Risk managers need to take a global strategic view, according to Simon Sole, chief executive officer of Exclusive Analysis, a strategic intelligence company based in London that forecasts violent and political risk. “One of the faults of historical risk analysis is that it is backward looking,” he said. “We're not insuring last year–we're insuring next year. The past is no more than a data-point; it is not a forecast.”

It is also critical for risk managers to recognize that terrorist threats come not only from foreign, extremist religious groups, he continued, noting organizations at work inside the United States that at times resort to terrorism, causing less catastrophic but more frequent destruction than those who attacked on 9/11. He cited the animal liberation front and radical environmental activists as examples.

“They do things like pour paint stripper on car dealers in California,” he noted. “Property damage in the states caused by [religious] extremists in the last year is very low, but by these groups it's about $50 million,” according to Mr. Sole.

On the plus side, he added that intelligence on radical animal liberation and environmental groups is much easier to obtain than for religious extremists, warning that “insurers and risk managers need to expend some effort finding out if they are on the [target] list because of activities such as testing on animals.”

Mr. Sole also noted that risk managers presenting threat scenarios to upper management should be prepared for questions such as: “Why that scenario? On what basis were the scenarios derived?”
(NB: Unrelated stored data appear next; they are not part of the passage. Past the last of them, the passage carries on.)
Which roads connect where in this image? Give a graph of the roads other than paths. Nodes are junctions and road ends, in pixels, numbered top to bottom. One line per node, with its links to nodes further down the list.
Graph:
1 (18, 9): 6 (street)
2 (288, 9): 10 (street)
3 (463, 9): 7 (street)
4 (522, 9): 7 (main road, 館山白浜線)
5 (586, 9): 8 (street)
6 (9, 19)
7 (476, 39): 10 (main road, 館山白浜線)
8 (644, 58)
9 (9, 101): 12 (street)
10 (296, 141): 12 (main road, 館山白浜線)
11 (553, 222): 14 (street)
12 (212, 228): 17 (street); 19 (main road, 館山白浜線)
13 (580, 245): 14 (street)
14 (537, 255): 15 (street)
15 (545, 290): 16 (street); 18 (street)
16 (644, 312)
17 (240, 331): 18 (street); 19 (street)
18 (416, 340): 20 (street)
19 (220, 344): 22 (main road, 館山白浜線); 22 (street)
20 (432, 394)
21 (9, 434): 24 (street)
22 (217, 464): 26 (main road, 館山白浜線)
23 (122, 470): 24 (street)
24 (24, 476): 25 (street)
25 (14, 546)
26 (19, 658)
Those who are aware of international threats and who gather data, he said, “can do a very good job determining what is going to happen next…When you use modeling, for example, you can do a good job of figuring it out.”
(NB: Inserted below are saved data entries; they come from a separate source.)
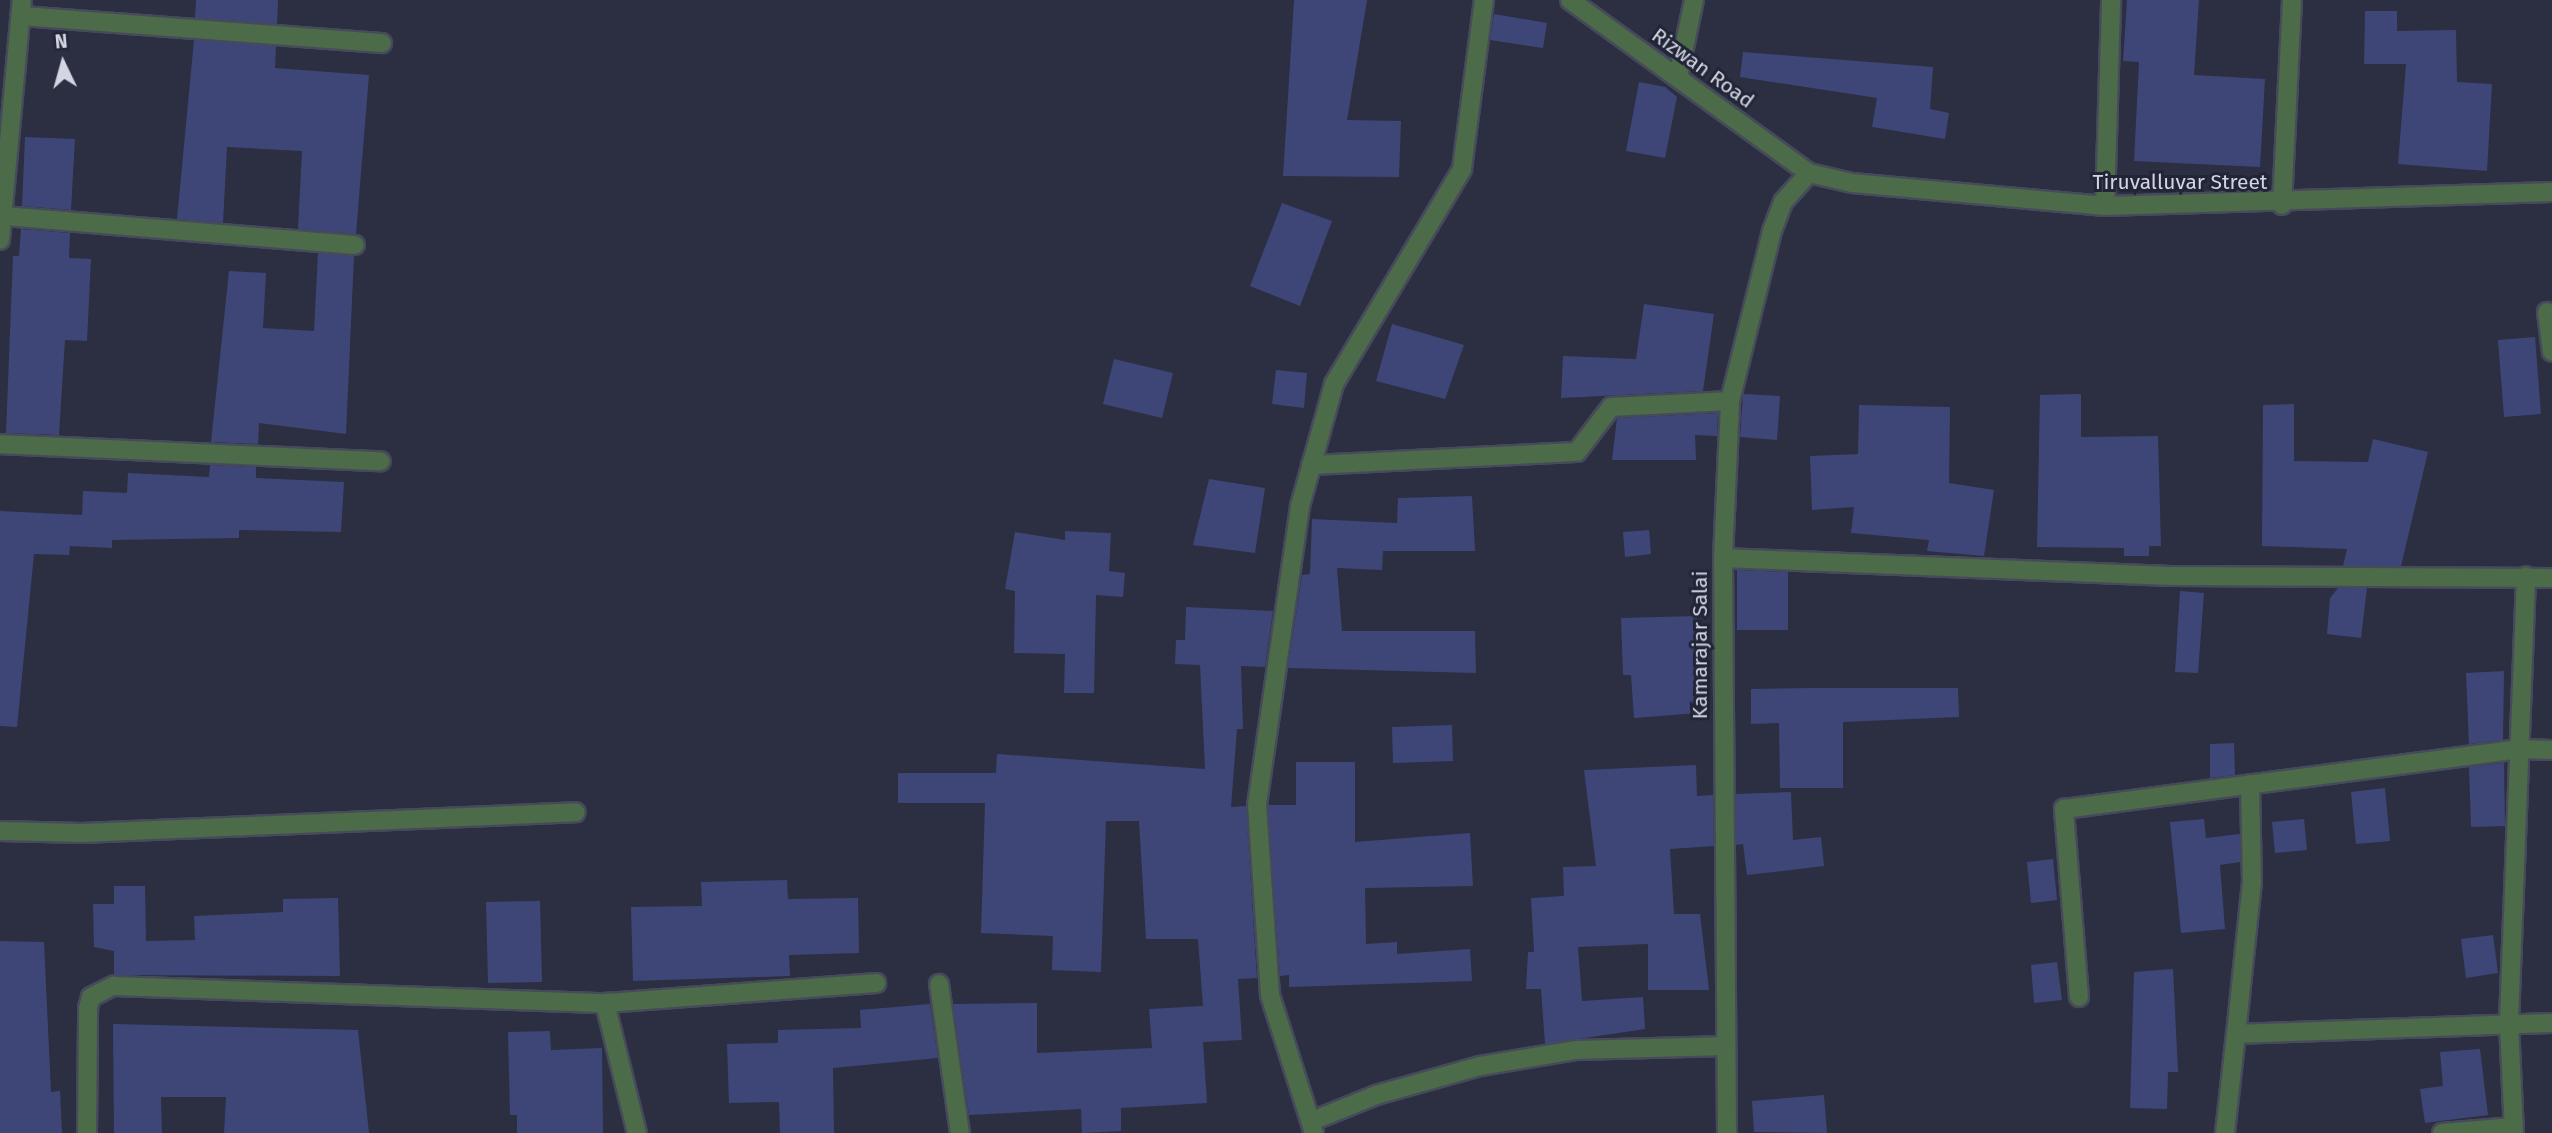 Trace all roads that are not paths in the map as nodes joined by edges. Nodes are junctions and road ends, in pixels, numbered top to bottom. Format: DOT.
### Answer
graph roads {
  1 [pos="1484,0"];
  2 [pos="1570,0"];
  3 [pos="1694,0"];
  4 [pos="2111,0"];
  5 [pos="2292,0"];
  6 [pos="21,8"];
  7 [pos="382,43"];
  8 [pos="1678,77"];
  9 [pos="1809,173"];
  10 [pos="2552,192"];
  11 [pos="2282,205"];
  12 [pos="2105,206"];
  13 [pos="2,216"];
  14 [pos="0,240"];
  15 [pos="355,245"];
  16 [pos="2547,312"];
  17 [pos="2552,352"];
  18 [pos="1730,401"];
  19 [pos="0,443"];
  20 [pos="381,461"];
  21 [pos="1311,465"];
  22 [pos="1723,558"];
  23 [pos="2526,576"];
  24 [pos="2552,578"];
  25 [pos="2520,749"];
  26 [pos="2552,750"];
  27 [pos="2250,784"];
  28 [pos="576,812"];
  29 [pos="0,831"];
  30 [pos="876,983"];
  31 [pos="939,984"];
  32 [pos="2079,997"];
  33 [pos="605,1003"];
  34 [pos="2509,1021"];
  35 [pos="2552,1023"];
  36 [pos="2236,1034"];
  37 [pos="1726,1046"];
  38 [pos="1313,1127"];
  39 [pos="2513,1130"];
  40 [pos="87,1133"];
  41 [pos="637,1133"];
  42 [pos="960,1133"];
  43 [pos="1727,1133"];
  44 [pos="2225,1133"];
  45 [pos="2441,1133"];
  1 -- 21 [label="street"];
  2 -- 8 [label="street, Rizwan Road"];
  3 -- 8 [label="street"];
  4 -- 12 [label="street"];
  5 -- 11 [label="street"];
  6 -- 7 [label="street"];
  6 -- 13 [label="street"];
  8 -- 9 [label="street, Rizwan Road"];
  9 -- 12 [label="street, Tiruvalluvar Street"];
  9 -- 18 [label="street, Kamarajar Salai"];
  10 -- 11 [label="street, Tiruvalluvar Street"];
  11 -- 12 [label="street, Tiruvalluvar Street"];
  13 -- 14 [label="street"];
  13 -- 15 [label="street"];
  16 -- 17 [label="street"];
  18 -- 21 [label="street"];
  18 -- 22 [label="street, Kamarajar Salai"];
  19 -- 20 [label="street"];
  21 -- 38 [label="street"];
  22 -- 23 [label="street"];
  22 -- 37 [label="street, Kamarajar Salai"];
  23 -- 24 [label="street"];
  23 -- 25 [label="street"];
  25 -- 26 [label="street"];
  25 -- 27 [label="street"];
  25 -- 34 [label="street"];
  27 -- 32 [label="street"];
  27 -- 36 [label="street"];
  28 -- 29 [label="street"];
  30 -- 33 [label="street"];
  31 -- 42 [label="street"];
  33 -- 40 [label="street"];
  33 -- 41 [label="street"];
  34 -- 35 [label="street"];
  34 -- 36 [label="street"];
  34 -- 39 [label="street"];
  36 -- 44 [label="street"];
  37 -- 38 [label="street"];
  37 -- 43 [label="street, Kamarajar Salai"];
  39 -- 45 [label="street"];
}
Tom Marsden, associate vice president in the Government Services Division with Dunn & Bradstreet Government Solutions in Washington, said much of the focus now “is on what happens when you have uncovered a problem–we think of that as finding the needle in the haystack. There are exhaustive amounts of money and resources being applied to the problem after it's known.”

Although his company “plays a big role in supporting those investigations,” he said, “I think the more interesting and promising area is reducing the haystack.” Mr. Marsden explained that “if you can screen or filter [risks] using data, then you're being more efficient in the deployment of people.”

He noted the increasing sophistication of modeling technology and the greater use of data in terrorism risk management, “so you can quickly isolate the companies or individuals that appear to be acceptable, in which case you fast-track them and cull out the organizations or individuals that exhibit attributes that could speak to risk–thus you lower the haystack.”

Technology can be used to verify agricultural suppliers shipping goods to the United States, or a company shipping goods out of the country–perhaps a trucking company working within the country and shipping across state lines, or independent air cargo carriers, “which are high risk in nature because of the weapon at their disposal,” Mr. Marsden said.

Donald L. Schmidt, CEO of Preparedness, LLC in Sharon, Mass., said the specter of terrorism is very real. “We've had many instances of terrorism before 9/11.” He is convinced that even though the United States “has not seen a major terrorist event since 9/11, another event will occur.”

If travel, telecommunications, transportation or other critical infrastructure were affected by a terrorist attack, he asked, “what would it do to your business? What is the financial exposure? What is the potential impact on employees?”

Most importantly, he added, risk managers must prepare emergency response plans so they can react immediately in a crisis and protect employees. “Be sure you have effective warning and communications capabilities,” he said. “Accountability of personnel is not only a necessity; it's also the law in most cases.”